The adoption of the above new HKFRSs did not result in substantial changes to the Group’s accounting policies, except for the adoption of HKFRS 3, HKAS 32, and HKAS 39. In summary:

  • HKAS 1 has affected the presentation of share of net after-tax results of associates and other disclosures.

  • HKASs 7, 8, 10, 16, 17, 21, 23, 27, 28, 33, 36, 40 and HK(SIC)-Int 15 and 21 have no material effect on the Group’s policies.

  • HKFRS 2 affected the Group’s policy but had no effect on the Group’s financial statements as the Group did not made any share-based payment.

  • HKAS 24 has affected the identification of related parties and some other related party disclosures.

HKAS 32 and HKAS 39

The adoption of HKASs 32 and 39 has resulted in a change in the accounting policy relating to the classification of “Financial assets at fair value through profit or loss” and “Available-for-sale financial assets”. HKAS 39 does not permit to recognize, derecognize and measure financial assets and liabilities on a retrospective basis. The Group applied the previous SSAP 24 “Accounting for investments in securities” to other investment for the year 2004 comparative information.

HKFRS 3

The adoption of HKFRS 3 results in a change in the accounting policy for goodwill/negative goodwill. Prior to this, the accounting policy was:

  • Goodwill on acquisitions that occurred prior to 1 January 2001 was eliminated against reserves. Any impairment arising on such goodwill is accounted for in the profit and loss account.

  • Goodwill on acquisition occurring on or after 1 January 2001 was included in intangible assets and is amortized using the straight-line method over a period of not exceeding 15 years.

  • Negative goodwill on acquisitions that occurred prior to 1 January 2001 was taken directly to reserves on acquisition.

  • Negative goodwill on acquisition occurring on or after 1 January 2001 was presented in the same balance sheet classification as goodwill.

In accordance with the provisions of HKFRS 3, the Group has derecognized the previously recognized negative goodwill with a corresponding adjustment to the opening balance of retained profits.

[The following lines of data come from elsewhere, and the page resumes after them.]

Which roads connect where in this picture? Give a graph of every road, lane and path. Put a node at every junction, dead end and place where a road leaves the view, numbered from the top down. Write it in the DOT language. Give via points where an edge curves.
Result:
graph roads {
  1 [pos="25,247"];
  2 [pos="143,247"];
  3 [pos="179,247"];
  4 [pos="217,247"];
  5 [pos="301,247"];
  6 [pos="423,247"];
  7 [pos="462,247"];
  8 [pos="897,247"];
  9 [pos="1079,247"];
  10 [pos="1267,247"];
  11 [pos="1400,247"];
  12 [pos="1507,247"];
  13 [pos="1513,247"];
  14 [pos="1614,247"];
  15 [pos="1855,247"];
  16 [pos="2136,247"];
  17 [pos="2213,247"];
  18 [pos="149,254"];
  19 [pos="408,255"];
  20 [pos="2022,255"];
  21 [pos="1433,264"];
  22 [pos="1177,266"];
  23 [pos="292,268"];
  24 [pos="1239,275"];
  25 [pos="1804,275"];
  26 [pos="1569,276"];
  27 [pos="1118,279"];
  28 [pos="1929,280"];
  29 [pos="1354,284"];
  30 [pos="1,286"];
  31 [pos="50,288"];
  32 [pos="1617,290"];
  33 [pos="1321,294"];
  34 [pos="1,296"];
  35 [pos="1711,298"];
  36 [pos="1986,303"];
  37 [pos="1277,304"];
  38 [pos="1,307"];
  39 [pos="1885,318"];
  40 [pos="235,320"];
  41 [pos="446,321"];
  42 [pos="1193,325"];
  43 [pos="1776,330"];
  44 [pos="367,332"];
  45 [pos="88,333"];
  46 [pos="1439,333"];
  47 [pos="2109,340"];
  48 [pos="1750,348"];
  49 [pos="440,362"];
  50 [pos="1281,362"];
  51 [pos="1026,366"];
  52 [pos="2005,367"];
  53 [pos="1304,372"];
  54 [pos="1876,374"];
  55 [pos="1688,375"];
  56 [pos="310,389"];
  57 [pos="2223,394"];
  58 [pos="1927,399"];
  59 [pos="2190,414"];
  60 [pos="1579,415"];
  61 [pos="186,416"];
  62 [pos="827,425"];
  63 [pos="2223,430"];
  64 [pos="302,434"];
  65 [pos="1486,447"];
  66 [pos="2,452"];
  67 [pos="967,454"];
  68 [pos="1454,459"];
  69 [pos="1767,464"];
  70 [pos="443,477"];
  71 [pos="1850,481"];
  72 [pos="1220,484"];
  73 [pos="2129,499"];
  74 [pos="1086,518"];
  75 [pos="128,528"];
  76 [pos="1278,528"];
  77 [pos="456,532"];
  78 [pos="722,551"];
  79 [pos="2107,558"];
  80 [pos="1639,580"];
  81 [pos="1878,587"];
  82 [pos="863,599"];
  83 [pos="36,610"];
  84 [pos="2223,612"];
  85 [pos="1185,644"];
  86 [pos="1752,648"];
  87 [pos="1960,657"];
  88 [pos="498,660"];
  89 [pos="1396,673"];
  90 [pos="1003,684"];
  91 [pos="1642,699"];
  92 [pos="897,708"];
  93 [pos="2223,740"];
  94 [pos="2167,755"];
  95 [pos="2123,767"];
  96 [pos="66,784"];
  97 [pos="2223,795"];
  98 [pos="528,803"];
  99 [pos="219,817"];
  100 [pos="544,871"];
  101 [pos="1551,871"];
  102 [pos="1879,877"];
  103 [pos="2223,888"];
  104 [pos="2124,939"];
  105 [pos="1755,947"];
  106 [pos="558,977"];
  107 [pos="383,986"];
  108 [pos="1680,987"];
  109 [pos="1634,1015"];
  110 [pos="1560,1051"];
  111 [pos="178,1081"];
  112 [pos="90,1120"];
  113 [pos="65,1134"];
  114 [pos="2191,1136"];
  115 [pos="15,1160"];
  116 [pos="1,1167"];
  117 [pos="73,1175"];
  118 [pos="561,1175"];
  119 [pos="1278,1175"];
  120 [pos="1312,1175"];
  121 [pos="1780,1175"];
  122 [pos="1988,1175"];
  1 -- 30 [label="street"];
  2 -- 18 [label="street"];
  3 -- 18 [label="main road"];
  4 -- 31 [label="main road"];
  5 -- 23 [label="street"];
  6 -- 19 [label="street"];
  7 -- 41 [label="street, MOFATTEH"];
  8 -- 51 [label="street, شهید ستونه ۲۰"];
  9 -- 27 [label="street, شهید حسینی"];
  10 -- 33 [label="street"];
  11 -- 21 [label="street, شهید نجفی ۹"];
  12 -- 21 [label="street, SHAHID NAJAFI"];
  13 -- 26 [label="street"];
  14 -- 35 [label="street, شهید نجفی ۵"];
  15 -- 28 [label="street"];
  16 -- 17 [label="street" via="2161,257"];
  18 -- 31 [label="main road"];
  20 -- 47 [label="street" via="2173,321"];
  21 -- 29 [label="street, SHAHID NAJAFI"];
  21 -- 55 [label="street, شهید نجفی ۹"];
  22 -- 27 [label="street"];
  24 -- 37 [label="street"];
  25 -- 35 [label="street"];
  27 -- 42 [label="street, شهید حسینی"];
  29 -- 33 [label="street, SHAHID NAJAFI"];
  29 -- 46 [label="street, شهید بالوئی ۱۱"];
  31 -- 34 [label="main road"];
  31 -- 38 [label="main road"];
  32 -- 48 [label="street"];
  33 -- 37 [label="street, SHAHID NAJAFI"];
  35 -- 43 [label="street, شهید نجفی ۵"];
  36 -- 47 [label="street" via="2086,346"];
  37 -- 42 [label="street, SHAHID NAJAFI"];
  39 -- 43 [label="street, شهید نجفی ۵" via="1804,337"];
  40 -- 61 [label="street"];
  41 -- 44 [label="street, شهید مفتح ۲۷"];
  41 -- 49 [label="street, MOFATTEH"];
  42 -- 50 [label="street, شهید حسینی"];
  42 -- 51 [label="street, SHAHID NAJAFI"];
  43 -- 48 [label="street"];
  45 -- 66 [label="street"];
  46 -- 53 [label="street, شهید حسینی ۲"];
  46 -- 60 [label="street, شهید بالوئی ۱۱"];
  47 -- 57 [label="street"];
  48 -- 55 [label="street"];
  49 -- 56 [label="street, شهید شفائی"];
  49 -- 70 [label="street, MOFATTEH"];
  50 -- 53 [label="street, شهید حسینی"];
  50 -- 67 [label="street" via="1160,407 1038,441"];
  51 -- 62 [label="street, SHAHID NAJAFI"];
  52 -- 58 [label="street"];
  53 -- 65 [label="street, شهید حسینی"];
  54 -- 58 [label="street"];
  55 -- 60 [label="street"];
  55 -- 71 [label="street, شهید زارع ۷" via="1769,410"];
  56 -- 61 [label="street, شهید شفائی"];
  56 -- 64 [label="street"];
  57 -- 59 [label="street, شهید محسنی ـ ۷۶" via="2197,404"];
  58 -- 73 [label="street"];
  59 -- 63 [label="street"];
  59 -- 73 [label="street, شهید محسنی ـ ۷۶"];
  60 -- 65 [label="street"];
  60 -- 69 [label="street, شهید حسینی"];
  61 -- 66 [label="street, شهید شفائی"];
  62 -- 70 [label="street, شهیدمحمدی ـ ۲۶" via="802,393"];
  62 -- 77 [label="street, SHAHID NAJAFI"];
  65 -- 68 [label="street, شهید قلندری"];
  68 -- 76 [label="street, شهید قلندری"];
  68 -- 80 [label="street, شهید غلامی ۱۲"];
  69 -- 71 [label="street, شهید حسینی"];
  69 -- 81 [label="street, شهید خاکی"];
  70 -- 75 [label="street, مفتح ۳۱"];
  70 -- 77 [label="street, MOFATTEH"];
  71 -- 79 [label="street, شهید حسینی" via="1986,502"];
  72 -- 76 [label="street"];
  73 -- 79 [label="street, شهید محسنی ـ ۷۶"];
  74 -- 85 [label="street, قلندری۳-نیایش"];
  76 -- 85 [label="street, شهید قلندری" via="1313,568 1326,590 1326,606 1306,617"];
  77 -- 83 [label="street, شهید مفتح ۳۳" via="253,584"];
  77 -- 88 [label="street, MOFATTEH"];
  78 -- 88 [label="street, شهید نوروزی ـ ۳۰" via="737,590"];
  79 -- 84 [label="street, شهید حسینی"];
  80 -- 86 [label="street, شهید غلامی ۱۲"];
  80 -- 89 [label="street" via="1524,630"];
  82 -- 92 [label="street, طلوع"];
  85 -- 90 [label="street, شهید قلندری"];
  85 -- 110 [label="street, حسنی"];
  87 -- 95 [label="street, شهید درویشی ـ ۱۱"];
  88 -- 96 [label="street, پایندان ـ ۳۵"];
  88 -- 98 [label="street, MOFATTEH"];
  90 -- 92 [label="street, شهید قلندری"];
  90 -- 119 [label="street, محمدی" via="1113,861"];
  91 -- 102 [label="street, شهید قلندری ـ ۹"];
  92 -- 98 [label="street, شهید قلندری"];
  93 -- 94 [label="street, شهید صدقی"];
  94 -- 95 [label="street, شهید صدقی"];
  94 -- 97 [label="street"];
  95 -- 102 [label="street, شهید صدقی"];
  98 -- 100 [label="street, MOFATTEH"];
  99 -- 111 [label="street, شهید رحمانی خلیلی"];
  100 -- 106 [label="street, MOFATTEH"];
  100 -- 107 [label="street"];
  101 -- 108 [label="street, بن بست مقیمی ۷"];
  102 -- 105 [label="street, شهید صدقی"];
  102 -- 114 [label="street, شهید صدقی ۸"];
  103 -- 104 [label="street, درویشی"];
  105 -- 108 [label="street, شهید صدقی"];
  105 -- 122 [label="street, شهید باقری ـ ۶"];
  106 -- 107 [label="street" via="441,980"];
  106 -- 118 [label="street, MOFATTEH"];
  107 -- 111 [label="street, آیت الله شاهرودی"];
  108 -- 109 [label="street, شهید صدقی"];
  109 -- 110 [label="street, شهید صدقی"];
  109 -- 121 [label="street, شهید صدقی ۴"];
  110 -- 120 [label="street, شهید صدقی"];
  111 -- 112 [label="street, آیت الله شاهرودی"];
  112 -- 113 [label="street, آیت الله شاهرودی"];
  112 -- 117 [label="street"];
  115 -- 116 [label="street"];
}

The adoption of HKFRS 3 resulted in:

(Decrease)/increase As at 1 January 2005 and 31 December 2005 HK$’000

Capital reserve (39)
Retained profits 39

Certain new standards, amendments and interpretations to existing standards have been published that are mandatory for the Group’s accounting periods beginning on or after 1 January 2006 or later periods but which the Group has not early adopted, as follows:

  • HKAS 39 (Amendment), The Fair Value Option (effective from 1 January 2006). This amendment changes the definition of financial instruments classified at fair value through profit or loss and restricts the ability to designate financial instruments as part of this category.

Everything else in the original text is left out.